Le problème des souches bactériennes antibiorésistantes en milieu hospitalier est répandu. Non seulement cette résistance est-elle à l’origine d’un accroissement de la morbi-mortalité, mais elle augmente le nombre d’épreuves de laboratoire requises et de mesures de lutte contre l’infection, elle exige l’administration d’antimicrobiens plus coûteux et elle prolonge le séjour à l’hôpital. Melanie DeCorby, chercheuse au Département de microbiologie médicale, Faculté de médecine, University of Manitoba, a présenté les données de 2009 de l’étude CANWARD (Canadian Ward Surveillance Study), programme continu visant à surveiller la prévalence et la progression des agents pathogènes résistants dans les hôpitaux du Canada. Depuis 2007, l’étude CANWARD génère des données annuelles sur le statut de ces micro-organismes. Parmi les micro-organismes à Gram positif, le SARM a causé 21,1 % des infections à S. aureus dans l’ensemble du Canada; cependant, on a observé une variation considérable d’une région à l’autre, les extrêmes étant de 22,8 % en Ontario et de 10 % dans les Maritimes. L’analyse de la proportion relative des infections à SARM communautaire (SARM-C) et des infections à SARM lié aux soins de santé (SARM-N) a révélé une variation encore plus grande, de 56,9 % des infections à SARM-C dans l’Ouest à seulement 5,1 % au Québec, pour une moyenne nationale de 31 %.

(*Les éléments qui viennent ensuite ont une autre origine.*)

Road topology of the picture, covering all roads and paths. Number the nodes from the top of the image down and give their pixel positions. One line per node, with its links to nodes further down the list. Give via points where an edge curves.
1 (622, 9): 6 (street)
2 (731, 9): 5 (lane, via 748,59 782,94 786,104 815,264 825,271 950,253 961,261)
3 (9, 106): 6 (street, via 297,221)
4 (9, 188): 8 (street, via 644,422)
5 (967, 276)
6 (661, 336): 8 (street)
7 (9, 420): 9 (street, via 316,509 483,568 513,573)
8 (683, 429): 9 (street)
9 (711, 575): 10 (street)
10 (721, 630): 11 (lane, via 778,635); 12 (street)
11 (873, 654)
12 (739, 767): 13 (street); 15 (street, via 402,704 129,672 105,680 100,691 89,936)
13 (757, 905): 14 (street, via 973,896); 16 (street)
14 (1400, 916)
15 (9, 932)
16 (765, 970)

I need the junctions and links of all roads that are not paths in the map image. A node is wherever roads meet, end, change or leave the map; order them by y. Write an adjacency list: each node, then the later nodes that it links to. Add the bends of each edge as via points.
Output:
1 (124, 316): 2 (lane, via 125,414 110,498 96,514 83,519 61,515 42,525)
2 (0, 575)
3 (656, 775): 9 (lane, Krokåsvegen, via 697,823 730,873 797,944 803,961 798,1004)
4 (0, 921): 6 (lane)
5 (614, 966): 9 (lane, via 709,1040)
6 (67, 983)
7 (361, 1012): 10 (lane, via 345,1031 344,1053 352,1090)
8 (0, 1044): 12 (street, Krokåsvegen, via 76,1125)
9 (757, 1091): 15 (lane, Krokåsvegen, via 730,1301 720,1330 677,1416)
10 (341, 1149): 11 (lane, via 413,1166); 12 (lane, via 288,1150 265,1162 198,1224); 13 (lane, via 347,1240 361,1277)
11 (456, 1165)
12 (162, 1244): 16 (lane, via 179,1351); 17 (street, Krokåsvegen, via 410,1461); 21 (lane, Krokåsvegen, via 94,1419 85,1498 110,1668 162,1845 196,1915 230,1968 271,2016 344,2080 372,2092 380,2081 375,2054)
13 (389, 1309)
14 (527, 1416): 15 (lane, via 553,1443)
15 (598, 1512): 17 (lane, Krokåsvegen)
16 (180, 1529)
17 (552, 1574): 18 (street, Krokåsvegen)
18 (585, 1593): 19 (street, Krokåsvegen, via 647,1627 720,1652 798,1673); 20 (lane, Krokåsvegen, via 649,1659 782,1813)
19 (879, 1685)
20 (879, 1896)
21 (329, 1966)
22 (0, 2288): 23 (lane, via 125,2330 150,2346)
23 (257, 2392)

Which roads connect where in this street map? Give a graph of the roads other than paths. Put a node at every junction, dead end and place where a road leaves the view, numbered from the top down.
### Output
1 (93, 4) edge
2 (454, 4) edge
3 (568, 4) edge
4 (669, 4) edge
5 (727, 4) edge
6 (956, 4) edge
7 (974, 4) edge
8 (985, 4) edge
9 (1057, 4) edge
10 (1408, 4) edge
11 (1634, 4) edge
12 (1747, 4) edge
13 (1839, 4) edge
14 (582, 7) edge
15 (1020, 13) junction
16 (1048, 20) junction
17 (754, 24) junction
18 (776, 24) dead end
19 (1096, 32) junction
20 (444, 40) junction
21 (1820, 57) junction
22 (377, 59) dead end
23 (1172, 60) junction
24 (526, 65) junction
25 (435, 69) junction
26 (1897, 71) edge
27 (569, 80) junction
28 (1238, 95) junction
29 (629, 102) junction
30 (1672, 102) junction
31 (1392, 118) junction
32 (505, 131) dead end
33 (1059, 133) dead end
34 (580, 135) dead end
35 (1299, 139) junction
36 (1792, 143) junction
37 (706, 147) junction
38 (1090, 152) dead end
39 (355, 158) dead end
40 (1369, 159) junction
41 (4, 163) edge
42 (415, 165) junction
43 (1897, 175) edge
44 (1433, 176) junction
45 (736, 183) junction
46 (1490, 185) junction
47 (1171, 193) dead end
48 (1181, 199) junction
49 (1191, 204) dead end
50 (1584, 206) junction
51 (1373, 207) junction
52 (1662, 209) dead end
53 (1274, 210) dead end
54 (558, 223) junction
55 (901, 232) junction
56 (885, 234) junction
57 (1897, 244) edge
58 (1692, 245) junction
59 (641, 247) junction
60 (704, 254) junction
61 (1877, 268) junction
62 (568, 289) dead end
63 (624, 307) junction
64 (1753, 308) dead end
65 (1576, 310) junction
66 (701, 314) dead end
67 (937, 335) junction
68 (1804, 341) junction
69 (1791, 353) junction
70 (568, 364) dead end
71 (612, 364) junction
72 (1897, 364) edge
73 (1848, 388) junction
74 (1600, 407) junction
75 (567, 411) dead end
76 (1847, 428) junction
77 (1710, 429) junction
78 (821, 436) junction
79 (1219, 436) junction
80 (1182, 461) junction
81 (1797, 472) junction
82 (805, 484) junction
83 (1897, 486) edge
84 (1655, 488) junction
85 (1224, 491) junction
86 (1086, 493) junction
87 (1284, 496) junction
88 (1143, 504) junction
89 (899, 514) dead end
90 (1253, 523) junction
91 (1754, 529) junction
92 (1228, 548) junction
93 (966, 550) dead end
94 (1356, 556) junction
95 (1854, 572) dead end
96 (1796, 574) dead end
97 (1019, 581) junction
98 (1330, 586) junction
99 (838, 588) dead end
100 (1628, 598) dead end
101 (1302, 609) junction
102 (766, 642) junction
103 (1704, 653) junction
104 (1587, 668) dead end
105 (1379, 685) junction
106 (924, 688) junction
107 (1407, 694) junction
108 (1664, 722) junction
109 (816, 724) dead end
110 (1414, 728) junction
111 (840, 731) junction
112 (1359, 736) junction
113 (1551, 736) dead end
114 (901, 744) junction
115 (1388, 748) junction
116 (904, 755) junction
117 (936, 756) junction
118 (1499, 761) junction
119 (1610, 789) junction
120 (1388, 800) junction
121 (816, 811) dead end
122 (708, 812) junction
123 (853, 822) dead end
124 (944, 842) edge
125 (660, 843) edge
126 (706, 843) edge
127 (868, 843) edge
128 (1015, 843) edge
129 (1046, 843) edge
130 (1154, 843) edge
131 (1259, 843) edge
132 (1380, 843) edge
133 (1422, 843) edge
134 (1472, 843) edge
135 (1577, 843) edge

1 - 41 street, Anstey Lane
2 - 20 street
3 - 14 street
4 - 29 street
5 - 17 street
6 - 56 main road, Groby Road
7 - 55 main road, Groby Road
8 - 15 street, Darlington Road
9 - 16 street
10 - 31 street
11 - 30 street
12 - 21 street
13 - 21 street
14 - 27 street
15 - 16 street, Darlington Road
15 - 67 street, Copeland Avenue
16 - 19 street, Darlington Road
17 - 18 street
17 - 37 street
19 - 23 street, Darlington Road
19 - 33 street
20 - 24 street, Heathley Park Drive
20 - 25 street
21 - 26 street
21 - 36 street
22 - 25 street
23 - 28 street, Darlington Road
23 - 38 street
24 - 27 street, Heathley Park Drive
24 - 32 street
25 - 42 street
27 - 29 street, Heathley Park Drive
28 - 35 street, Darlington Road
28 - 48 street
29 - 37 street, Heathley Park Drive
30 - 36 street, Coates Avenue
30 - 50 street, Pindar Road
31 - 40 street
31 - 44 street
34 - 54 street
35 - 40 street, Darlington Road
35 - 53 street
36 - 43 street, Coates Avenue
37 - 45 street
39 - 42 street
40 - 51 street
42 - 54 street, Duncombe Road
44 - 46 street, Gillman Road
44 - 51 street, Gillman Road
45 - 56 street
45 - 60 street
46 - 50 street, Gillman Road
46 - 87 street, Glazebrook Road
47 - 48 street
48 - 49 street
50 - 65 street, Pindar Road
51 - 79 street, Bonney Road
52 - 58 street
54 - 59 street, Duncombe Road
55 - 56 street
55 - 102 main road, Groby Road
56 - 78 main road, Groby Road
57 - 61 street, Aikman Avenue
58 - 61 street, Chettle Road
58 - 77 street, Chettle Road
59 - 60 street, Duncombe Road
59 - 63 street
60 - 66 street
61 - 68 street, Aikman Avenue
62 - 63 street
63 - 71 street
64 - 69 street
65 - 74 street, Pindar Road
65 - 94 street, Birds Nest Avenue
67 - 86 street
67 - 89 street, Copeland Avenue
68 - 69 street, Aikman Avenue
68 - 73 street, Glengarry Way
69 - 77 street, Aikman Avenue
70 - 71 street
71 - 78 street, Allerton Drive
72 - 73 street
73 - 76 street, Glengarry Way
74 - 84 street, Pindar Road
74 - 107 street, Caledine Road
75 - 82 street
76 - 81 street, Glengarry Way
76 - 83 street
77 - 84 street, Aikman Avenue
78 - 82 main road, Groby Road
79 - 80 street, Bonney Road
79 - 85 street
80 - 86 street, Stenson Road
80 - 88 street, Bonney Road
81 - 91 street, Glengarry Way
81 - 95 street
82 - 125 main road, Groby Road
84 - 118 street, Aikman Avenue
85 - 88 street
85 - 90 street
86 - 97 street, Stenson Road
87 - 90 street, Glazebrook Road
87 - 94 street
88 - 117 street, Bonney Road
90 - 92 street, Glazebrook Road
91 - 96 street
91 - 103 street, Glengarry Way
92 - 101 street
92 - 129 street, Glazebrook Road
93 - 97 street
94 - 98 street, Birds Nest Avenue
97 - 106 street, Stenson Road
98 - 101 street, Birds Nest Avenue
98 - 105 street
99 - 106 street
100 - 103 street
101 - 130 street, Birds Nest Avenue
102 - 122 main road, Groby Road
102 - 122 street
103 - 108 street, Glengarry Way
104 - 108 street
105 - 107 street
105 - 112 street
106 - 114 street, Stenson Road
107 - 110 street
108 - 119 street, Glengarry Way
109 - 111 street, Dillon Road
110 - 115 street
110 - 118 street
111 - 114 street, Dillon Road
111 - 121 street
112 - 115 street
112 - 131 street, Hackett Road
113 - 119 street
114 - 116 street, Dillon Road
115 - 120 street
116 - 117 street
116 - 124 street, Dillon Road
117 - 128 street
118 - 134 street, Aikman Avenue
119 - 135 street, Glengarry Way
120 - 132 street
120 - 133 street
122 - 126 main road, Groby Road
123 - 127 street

«Les infections à SARM se sont stabilisées dans un grand nombre de régions», précise le Dr Stephen Shafran, professeur titulaire, Division des maladies infectieuses, University of Alberta, «quoique nous voyions de plus en plus de souches résistantes à la clindamycine dans les isolats communautaires. Nous nous dirigeons vers une fusion des isolats de SARM-C et des isolats de SARM-N, si bien que nous cesserons peut-être un jour de qualifier le SARM de “communautaire” ou de “lié aux soins de santé”, l’hôpital étant un milieu communautaire; les patients vont et viennent, et la distinction est de moins en moins évidente.» La résistance à la clindamycine se chiffre maintenant à 46,6 %, et la résistance à la ceftriaxone, à la ciprofloxacine et à la clarithromycine est très forte. Par contre, l’étude CANWARD n’a fait état d’aucune résistance de SARM à la daptomycine, au linézolide, à la tigécyline ou à la vancomycine en 2009.

Les chercheurs ont noté une variation régionale considérable dans la distribution de certaines bactéries à Gram positif. Par conséquent, insiste Mme DeCorby, «il est important de savoir ce qui se passe dans votre hôpital et de connaître les antibiogrammes locaux».